# Drifting



## Pacman (Feb 25, 2003)

Check this site out, they have a article about drifting, it might help you guys out. At least give you a little better understanding of it.
http://www.silviaspeed.com/drifting.html


----------



## drift240sxdragqueen (Oct 23, 2002)

good info, but short i would of read it if it was 20 pages


----------



## Lurker Above (Apr 21, 2003)

ah...drift turns...my '96 240sx did that admirably. unfortunately, it wasn't always intentional! the car was like a month old, and i had fresh bridgestone potenza r71s on her...coming off a freeway, i took an offramp a little fast, and they were watering the roadside ivy just then, creating a wet spot about a yard wide. when the rears hit the wet pavement, i found myself facing about 45 degrees to my right (it was an old-fashioned cloverleaf offramp), right at the supports of an overpass. wheels cut to the left in the direction of the slide, dumbass me forgot all i learned about skids and kept my leadfoot on the gas, paralyzed with fear. sweet...i drifted for what felt like an eternity but probably wasn't longer than two or three seconds, and the natty 240 righted itself just as the lane straightened out. my legs were shaking when i got out of the car...newfound respect and admiration for the 240's balance that saved my ass. what a sweet baby it was...
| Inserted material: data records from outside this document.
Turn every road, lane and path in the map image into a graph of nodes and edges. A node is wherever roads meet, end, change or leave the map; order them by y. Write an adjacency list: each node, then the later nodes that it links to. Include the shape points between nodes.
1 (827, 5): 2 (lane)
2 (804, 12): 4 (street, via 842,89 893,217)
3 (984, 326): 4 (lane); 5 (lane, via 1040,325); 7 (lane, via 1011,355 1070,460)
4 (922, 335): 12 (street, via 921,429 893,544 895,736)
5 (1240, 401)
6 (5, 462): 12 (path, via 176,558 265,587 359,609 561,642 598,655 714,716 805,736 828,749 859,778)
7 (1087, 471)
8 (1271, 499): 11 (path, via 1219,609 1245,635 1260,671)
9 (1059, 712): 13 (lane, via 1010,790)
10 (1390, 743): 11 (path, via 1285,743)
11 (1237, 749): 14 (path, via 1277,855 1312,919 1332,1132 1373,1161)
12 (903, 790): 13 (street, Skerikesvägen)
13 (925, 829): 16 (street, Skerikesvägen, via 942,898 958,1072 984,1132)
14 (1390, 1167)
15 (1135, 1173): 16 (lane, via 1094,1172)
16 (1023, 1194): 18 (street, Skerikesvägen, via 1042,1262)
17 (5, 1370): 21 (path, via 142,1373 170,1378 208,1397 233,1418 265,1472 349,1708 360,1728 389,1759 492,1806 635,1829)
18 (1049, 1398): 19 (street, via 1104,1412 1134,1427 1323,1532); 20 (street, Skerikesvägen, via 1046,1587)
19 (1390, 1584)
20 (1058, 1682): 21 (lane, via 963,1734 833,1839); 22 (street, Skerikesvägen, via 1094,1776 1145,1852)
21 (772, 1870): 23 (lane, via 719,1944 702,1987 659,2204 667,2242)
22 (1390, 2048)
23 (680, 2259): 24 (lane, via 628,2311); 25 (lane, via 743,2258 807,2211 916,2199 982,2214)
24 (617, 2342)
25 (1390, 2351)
now back in japan, i had a 1980 fat-ass luxury leopard. these things were not famous (more like infamous) for their back end integrity...many people who had them jacked up for service found the ass end drop by a good two inches when they got 'em back! came up on a dogleg curve at the bottom of a slope, going at a good clip, and found that at the bottom there was a bump. one minute i'm entering the curve, and the next minute i'm facing straight up the road...a whole new meaning to "bump steer" (albeit not a drift turn, that was fuuuun!)  
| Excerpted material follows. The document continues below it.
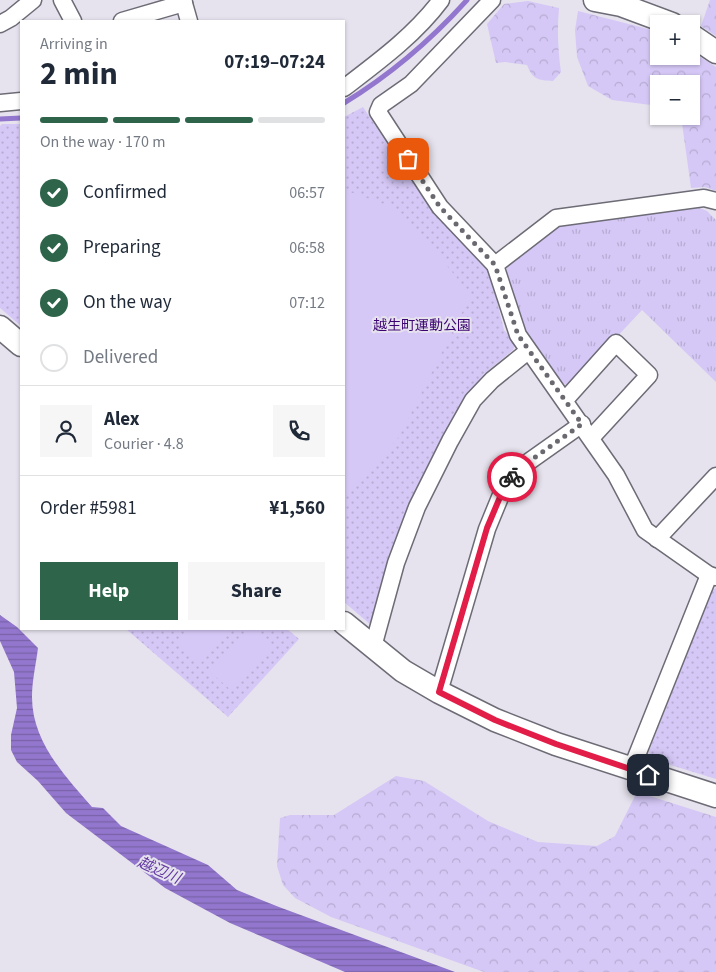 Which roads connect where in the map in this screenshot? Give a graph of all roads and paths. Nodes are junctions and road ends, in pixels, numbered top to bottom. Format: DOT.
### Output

Lurker Above, cartoon "boing" sound effect was appropriate


----------



## Lurker Above (Apr 21, 2003)

i forgot to add a disclaimer, although i'm sure most forum members are far more experienced drivers than i and therefore this may be unnecessary:

my aforementioned anecdotes were mishaps. i do not condone street racing, nor any form of unsafe driving practices. performance driving should only be done at an enclosed, supervised track, never on public roads. drive smart, stay alive

veterans, please don't flame me. i just don't want anyone hurt when they say 'hey Lurker said this was fun'. wrecks aren't fun

Lurker Above, btdt


----------